RLAI open page

	Reinforcement Learning and Artificial Intelligence (RLAI)
	Project Proposals

The ambition of this page is to present project proposals for RLIP and encourage discussion and participation between class members

Reinforcement Learning and Music Composition

Music composition is a problem that has not been explored in the context of reinforcement learning. While the exact formalism of music composition as a reinforcement learning problem may be complicated, the general idea is quite intuitive. A reinforcement learning agent can select notes to play, while an observer gives rewards to the agent based on whether the observer enjoys the resulting melody.

There are some interesting issues that can be explored in this project:

Learning Quickly: A human observer will quickly lose interest if the agent continually produces dissonant passages, thus the agent must be able to produce acceptable passages in a small number of episodes.
Temporal Abstraction: This issue is brought about in two different ways. First, notes are held for varying numbers of beats. This means that certain notes are held through several timesteps. In a real-time setting this necessitates being able to handle actions which span multiple timesteps. The second issue is that there are certain sequences of notes that may be desirable to repeat. An agent that can learn to group such a sequence as a single unit may be better equipped to produce enjoyable music.
Complex Reward Structure: A reinforcement learning agent attempts to maximize its reward. However, in the case of music composition, this attempt to maximize reward will not necessarily result in a coherent melody line.

The problem of formulating composition as a reinforcement learning task is itself a difficult problem. We need to choose the granularity of the agent's action selection (does the agent select individual notes or entire passages). We also need to define the agent's state. We can consider the previous note played as the agent's 'state', but it may be more useful to remember the previous n notes selected. Another facet of the formulation is the fact that we are thinking in terms of a discretized set of notes. In reality, the space of tones is continuous and an agent could operate over this continuous state space. Another part of the formulation to think about is the use of domain knowledge. There are certain intervals which are commonly found in music such as thirds and fifths. It may be desirable to imbue the agent with such knowledge in order to assist the agent.

In order to make this a feasible project, we plan on using a reduced scale (perhaps a 5-note blues scale), and we are considering an agent that improvises on a given melody (rather than creating a new melody line from scratch). This will be mainly an empirical study and we will experiment with different learning agents with different parameters in order to see what gets the best results.

People involved in this project:
Eddie (erafols@cs)
Jonas (jonas@cs)

Clustering for Function Approximation

I have long been interested in applying clustering algorithms to continuous valued action spaces in the hope of creating an adaptive input representation for reinforcement learning.
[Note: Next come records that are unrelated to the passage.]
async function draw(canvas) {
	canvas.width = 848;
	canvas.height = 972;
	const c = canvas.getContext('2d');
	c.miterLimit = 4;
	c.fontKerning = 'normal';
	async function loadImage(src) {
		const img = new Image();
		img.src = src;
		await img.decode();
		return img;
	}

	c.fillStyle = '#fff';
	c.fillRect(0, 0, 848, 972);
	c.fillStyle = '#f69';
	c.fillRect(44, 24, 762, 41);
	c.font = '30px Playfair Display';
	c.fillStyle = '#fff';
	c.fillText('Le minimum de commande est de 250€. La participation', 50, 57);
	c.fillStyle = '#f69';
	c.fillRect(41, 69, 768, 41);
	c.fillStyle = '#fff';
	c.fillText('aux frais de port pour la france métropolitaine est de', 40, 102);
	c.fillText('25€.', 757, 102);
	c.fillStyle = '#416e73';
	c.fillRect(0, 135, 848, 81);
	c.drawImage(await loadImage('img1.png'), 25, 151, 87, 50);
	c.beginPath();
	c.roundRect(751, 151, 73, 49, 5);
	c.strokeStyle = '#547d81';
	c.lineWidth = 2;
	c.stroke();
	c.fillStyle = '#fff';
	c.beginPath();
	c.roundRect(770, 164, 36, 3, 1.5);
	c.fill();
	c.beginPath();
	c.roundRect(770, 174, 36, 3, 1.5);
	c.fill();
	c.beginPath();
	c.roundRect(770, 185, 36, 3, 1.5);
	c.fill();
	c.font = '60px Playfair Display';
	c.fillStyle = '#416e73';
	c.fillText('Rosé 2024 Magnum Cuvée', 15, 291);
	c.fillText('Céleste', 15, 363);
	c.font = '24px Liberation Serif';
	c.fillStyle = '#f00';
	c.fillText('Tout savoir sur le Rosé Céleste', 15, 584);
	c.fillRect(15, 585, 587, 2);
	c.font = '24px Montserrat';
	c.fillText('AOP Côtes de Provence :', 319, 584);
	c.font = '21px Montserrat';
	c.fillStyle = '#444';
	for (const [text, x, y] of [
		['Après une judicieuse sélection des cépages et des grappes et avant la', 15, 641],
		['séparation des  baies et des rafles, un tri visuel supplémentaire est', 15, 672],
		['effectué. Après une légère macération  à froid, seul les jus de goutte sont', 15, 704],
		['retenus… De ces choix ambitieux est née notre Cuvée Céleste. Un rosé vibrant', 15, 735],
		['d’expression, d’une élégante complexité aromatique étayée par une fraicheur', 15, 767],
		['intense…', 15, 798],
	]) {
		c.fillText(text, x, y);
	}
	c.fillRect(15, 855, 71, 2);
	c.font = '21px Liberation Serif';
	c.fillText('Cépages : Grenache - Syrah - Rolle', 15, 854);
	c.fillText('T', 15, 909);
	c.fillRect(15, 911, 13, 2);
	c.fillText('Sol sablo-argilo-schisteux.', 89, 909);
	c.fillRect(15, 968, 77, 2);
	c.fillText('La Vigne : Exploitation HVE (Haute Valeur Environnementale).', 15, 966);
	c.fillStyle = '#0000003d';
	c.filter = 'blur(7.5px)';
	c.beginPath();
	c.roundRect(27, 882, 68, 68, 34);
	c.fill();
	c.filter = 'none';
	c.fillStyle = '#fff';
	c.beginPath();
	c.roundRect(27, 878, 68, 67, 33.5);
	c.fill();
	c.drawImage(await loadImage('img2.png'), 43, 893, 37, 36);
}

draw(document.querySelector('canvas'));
The idea is fairly simple. Like with tile coding, we will look at various combinations of the input variables. If we have 3 continuous variables x,y,z, we would look at combinations like {x, y, z, xy, xz, xyz}. However, unlike tile coding, where you decide on the tilings (which generate input features) ahead of time, we will define a clustering algorithm that calculate these input features. With this approach, perhaps the agent could naturally adapt its interpretation of the input variables dynamically, allowing it to solve problems with different distributions of inputs. IE, hook the algorithm up to a black box that takes an action, spits out continuous variables and a reward, and the function approximation could be adapted online.

More complex approaches would try and somehow incorporate rewards or values into the cluster mechanism to groups inputs not only based on their values, but based on some more complex measure.

We could apply this to several 'standard' RL problems such as mountain car, the acrobat, etc.

If you have interest in this sort of project, please let me know.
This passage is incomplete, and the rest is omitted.